(Beginning of DATA PROVIDED)

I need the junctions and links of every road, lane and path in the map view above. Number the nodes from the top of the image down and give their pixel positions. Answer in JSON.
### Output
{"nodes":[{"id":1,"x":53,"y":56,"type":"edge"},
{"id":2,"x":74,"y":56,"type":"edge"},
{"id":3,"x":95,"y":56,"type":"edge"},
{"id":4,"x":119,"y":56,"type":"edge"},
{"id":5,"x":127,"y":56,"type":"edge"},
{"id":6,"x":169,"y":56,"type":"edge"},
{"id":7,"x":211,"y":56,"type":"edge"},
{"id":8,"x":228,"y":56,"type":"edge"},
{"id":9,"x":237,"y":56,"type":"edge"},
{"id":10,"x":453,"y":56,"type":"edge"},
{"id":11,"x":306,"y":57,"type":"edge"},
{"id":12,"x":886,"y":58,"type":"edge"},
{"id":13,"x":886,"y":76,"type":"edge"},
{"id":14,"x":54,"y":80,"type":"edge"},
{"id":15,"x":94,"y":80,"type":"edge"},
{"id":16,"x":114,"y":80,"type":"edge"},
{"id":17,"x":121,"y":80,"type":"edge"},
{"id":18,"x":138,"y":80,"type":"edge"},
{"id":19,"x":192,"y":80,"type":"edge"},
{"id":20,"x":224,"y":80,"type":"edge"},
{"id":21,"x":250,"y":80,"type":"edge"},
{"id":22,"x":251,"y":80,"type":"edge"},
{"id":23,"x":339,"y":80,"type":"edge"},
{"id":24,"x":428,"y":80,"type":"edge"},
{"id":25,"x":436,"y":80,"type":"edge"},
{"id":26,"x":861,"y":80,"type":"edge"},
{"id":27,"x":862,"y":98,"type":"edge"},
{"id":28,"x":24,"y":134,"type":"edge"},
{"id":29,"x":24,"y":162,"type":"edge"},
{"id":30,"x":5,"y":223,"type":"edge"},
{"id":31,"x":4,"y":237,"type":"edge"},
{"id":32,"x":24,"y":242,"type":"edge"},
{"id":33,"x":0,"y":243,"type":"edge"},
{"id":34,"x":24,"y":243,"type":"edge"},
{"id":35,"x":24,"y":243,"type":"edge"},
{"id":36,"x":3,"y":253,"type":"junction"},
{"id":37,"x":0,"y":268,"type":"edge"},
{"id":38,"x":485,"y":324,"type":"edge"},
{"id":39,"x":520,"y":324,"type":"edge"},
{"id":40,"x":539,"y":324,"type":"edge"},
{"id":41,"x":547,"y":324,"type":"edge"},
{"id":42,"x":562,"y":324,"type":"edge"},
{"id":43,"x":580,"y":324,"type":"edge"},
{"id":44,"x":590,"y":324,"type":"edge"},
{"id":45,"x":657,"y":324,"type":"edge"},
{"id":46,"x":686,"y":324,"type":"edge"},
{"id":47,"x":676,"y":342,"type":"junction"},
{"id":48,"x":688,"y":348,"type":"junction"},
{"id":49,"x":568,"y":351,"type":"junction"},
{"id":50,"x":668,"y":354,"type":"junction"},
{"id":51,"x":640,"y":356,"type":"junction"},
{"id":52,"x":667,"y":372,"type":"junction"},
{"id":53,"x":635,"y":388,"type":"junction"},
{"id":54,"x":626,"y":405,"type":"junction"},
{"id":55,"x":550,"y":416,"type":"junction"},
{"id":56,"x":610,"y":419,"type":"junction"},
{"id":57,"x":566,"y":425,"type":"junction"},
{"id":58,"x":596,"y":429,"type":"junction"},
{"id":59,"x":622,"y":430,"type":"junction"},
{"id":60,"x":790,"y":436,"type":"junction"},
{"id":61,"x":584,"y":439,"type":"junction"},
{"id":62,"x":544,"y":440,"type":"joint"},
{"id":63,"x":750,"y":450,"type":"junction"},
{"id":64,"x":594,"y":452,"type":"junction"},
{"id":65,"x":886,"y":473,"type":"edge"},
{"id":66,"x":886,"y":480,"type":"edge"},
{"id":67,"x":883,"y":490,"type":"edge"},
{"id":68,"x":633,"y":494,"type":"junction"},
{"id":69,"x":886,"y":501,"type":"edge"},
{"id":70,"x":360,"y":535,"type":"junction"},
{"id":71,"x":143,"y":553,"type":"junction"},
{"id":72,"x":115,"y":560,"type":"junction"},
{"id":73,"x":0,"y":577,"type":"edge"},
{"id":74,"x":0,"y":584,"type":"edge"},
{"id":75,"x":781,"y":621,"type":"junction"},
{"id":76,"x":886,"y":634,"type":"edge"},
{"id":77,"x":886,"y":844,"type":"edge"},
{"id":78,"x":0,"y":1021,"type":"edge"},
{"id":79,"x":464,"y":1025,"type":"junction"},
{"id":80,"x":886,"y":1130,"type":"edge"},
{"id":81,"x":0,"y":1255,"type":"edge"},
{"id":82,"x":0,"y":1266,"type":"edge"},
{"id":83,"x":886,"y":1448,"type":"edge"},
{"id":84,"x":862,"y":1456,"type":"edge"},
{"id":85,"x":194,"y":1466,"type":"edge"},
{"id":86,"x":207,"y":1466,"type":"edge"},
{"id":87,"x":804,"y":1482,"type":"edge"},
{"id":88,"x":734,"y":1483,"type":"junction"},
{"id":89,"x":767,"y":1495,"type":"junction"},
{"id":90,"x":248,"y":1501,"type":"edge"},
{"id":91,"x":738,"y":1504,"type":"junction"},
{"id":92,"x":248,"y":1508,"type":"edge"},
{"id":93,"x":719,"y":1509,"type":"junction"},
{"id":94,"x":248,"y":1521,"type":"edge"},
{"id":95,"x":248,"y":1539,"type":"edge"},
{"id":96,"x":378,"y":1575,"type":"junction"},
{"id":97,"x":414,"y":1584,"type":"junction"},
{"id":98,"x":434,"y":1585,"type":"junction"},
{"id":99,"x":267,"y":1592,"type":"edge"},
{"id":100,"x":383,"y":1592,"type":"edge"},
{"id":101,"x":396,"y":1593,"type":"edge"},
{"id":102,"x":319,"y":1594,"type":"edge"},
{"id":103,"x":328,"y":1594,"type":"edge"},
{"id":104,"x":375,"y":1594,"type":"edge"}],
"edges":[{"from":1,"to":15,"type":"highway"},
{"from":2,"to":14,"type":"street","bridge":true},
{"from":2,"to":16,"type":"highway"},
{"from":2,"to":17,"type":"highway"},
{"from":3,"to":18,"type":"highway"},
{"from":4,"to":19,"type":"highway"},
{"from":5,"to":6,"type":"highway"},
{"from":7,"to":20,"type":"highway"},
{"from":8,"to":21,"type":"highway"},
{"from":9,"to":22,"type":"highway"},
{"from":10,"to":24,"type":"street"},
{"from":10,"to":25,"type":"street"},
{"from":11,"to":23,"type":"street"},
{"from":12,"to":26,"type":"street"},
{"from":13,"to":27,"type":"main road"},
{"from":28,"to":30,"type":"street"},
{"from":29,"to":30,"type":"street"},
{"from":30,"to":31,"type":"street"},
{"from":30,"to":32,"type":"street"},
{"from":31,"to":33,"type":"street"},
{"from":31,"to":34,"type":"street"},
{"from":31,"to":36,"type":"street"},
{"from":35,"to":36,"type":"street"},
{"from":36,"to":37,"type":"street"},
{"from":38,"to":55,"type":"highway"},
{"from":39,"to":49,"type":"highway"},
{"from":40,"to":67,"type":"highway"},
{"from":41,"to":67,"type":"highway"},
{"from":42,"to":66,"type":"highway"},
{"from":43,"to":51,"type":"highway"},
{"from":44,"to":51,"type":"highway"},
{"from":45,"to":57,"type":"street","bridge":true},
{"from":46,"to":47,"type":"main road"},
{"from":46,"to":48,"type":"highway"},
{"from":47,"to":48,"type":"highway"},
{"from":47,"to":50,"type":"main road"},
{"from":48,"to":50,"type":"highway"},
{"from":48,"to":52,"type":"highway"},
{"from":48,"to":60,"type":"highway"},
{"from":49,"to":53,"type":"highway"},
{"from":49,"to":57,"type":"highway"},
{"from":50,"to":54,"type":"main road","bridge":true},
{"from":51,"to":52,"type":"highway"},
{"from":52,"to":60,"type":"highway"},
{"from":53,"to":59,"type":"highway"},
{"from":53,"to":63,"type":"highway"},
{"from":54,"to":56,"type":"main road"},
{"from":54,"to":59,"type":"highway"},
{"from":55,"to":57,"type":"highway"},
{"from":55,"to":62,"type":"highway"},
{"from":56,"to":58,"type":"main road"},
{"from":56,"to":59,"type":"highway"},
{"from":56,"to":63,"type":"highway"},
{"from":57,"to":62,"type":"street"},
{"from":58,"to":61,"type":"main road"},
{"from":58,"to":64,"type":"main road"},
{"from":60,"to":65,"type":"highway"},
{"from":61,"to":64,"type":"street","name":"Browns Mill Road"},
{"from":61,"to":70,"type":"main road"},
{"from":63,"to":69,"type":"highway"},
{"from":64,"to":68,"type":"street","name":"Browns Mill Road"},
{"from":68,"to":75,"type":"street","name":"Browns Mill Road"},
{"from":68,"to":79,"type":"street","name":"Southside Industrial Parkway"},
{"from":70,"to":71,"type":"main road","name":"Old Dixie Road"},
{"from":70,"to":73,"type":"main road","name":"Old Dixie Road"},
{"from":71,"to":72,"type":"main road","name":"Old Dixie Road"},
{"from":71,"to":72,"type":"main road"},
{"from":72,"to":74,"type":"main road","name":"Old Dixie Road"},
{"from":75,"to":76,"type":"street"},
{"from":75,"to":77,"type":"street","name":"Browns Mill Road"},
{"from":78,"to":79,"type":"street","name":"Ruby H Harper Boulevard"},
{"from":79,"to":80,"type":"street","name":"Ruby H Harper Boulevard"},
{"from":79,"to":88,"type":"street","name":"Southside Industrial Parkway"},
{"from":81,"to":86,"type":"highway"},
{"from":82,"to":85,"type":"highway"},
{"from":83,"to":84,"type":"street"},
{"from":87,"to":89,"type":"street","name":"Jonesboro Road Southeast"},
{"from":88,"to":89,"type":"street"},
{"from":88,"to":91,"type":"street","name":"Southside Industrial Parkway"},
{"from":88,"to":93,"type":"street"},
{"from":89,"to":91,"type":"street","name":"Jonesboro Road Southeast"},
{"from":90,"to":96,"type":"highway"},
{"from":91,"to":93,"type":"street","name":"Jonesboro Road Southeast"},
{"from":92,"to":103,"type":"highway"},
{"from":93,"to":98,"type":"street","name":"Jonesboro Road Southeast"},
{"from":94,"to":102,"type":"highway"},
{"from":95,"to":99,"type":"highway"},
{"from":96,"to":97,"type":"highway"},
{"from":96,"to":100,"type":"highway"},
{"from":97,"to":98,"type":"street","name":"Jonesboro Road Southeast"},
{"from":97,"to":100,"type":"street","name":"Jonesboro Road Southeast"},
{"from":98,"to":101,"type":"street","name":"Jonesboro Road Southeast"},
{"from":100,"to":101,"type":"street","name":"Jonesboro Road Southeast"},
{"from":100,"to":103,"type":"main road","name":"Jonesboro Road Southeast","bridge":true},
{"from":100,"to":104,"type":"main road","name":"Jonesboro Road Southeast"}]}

(End of DATA PROVIDED)

[EXERCISE OBJECTIVE] Go through the entries above and pull out each line with "Mill" in it.

[ANSWER SPACE]
{"from":61,"to":64,"type":"street","name":"Browns Mill Road"},
{"from":64,"to":68,"type":"street","name":"Browns Mill Road"},
{"from":68,"to":75,"type":"street","name":"Browns Mill Road"},
{"from":75,"to":77,"type":"street","name":"Browns Mill Road"},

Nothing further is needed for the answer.